Exercise objective:
Within the data that follows, how many lines contain the word "переулок"? Reply with only the number.

Stored data entries
□ □ □
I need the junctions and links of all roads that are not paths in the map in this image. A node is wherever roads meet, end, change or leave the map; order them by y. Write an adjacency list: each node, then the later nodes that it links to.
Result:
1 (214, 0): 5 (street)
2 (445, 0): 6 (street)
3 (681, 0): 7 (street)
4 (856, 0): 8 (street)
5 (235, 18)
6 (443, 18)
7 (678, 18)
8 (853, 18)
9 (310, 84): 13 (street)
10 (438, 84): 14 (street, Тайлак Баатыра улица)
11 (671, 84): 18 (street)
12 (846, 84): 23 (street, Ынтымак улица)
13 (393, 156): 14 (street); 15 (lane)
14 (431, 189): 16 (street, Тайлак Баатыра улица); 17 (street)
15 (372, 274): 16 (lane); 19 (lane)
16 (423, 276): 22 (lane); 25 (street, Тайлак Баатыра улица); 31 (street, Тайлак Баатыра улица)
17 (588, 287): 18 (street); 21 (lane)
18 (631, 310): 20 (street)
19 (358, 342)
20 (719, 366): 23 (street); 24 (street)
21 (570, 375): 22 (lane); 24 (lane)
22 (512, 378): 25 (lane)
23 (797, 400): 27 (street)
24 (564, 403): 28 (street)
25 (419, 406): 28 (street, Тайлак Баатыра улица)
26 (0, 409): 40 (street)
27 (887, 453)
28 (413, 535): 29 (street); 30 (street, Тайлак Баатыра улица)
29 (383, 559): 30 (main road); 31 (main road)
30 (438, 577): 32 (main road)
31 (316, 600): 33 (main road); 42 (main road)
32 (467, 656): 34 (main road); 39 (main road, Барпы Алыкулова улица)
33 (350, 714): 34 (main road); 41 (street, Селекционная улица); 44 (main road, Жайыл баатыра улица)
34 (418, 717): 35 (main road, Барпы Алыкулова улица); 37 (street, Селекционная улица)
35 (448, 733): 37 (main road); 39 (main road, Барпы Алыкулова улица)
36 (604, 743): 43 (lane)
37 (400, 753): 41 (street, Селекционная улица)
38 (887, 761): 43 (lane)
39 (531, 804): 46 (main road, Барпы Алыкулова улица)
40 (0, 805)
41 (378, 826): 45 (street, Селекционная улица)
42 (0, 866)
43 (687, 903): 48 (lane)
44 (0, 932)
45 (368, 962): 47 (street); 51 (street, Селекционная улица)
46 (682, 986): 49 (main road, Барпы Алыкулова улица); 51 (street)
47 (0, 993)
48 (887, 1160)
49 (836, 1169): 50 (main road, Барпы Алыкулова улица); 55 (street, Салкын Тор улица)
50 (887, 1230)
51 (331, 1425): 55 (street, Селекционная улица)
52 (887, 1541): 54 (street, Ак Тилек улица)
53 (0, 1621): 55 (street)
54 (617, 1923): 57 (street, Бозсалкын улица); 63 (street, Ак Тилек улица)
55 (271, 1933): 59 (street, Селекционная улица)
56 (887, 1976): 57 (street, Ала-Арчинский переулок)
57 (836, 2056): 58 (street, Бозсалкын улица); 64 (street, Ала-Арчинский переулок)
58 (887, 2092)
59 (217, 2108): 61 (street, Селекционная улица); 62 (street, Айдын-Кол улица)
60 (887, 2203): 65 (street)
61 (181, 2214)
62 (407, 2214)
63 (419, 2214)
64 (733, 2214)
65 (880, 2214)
□ □ □
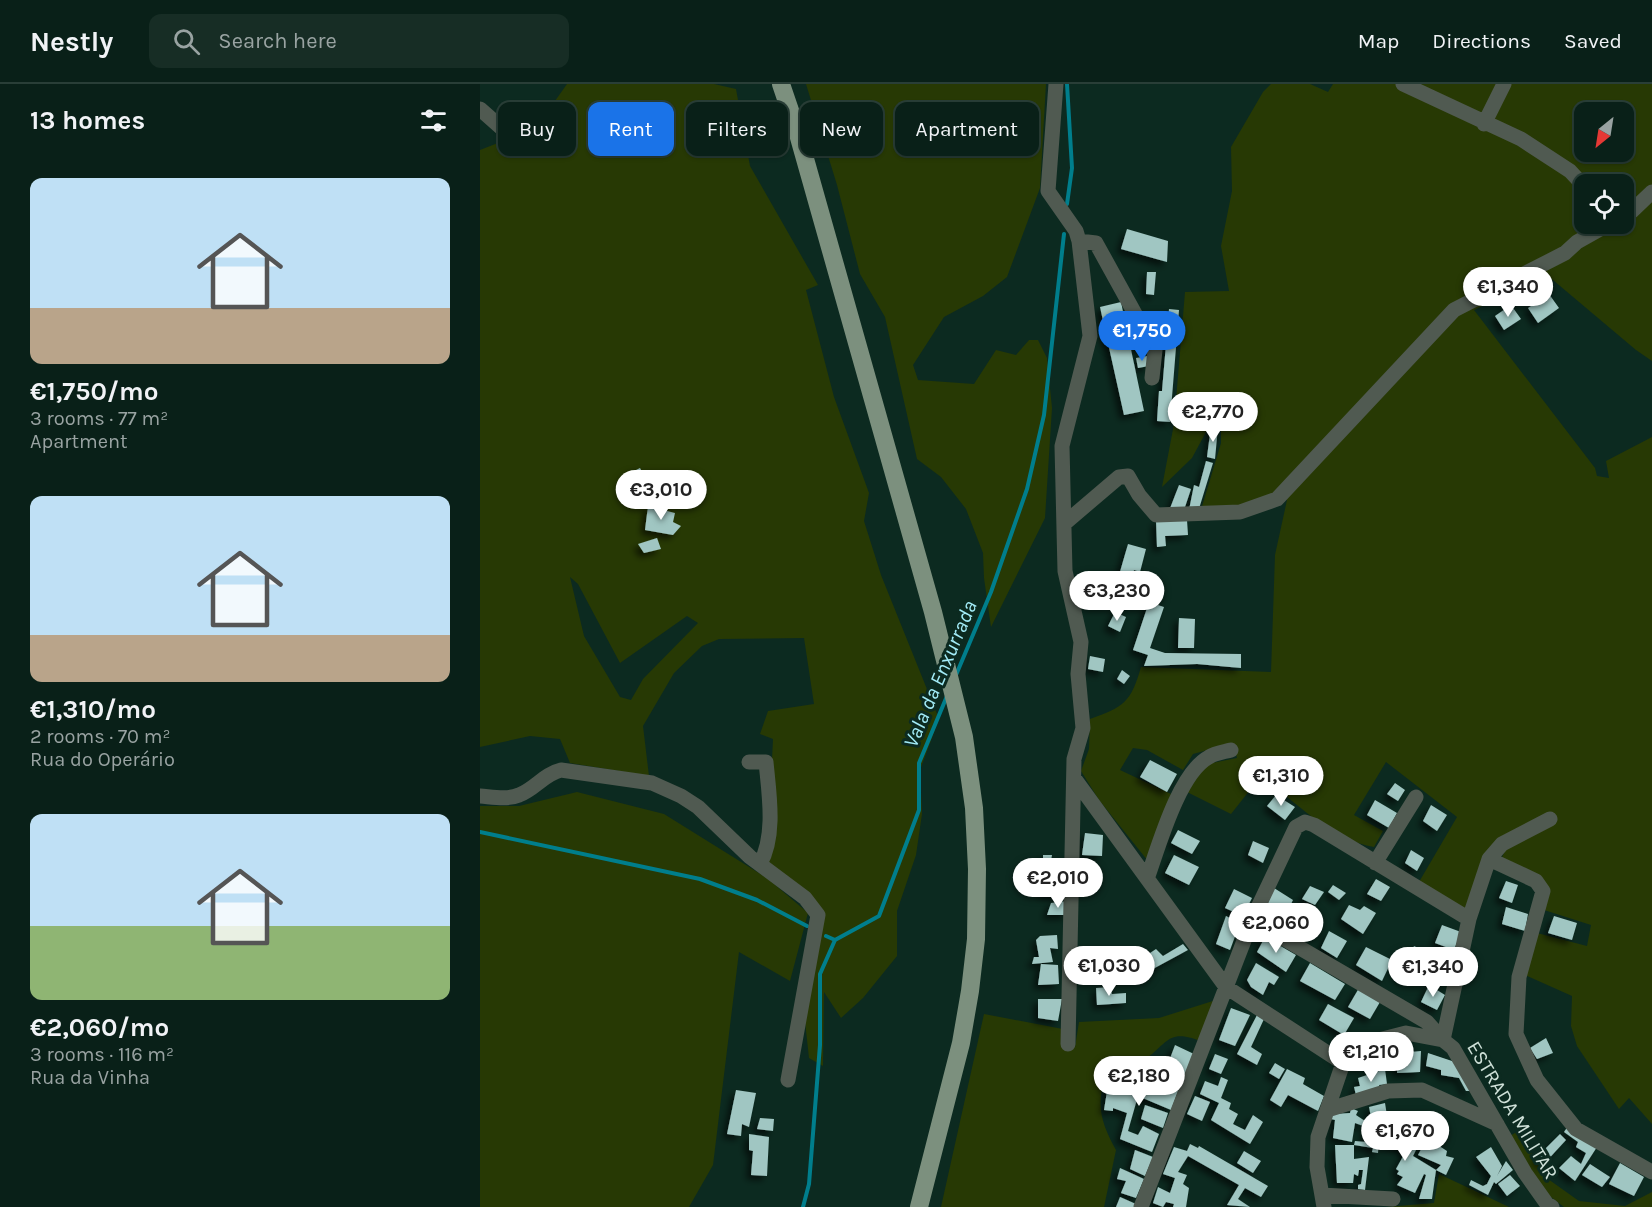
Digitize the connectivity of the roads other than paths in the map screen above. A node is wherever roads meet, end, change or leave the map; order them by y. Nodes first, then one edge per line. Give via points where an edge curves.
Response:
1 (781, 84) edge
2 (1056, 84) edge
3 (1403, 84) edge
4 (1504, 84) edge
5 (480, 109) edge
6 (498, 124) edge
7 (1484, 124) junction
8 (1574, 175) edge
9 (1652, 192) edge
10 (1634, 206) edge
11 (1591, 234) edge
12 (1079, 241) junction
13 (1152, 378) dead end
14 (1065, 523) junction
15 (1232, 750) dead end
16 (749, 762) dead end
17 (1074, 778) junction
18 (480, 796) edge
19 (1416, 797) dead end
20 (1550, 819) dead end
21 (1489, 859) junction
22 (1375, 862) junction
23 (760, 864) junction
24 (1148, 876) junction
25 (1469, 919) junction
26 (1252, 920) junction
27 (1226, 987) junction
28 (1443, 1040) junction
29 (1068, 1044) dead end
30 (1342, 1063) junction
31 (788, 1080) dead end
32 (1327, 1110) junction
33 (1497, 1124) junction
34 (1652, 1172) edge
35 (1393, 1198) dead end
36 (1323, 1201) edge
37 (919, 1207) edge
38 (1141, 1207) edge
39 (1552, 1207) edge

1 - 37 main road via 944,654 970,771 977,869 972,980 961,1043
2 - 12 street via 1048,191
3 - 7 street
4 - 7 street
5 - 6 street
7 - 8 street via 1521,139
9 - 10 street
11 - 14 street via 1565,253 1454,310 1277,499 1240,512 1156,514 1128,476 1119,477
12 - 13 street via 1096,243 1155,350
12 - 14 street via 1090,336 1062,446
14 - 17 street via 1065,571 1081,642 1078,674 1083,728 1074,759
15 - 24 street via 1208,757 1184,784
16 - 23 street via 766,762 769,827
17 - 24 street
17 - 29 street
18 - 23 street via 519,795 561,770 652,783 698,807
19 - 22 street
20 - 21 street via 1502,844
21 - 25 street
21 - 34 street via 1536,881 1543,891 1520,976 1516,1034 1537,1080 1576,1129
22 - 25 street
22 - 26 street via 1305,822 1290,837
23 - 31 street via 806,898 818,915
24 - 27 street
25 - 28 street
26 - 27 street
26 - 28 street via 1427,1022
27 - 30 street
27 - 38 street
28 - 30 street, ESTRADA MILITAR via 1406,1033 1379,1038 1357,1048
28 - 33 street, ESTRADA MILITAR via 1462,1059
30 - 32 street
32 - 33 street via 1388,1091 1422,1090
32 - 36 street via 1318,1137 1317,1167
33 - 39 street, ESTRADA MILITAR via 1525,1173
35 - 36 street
□ □ □
Answer box:
2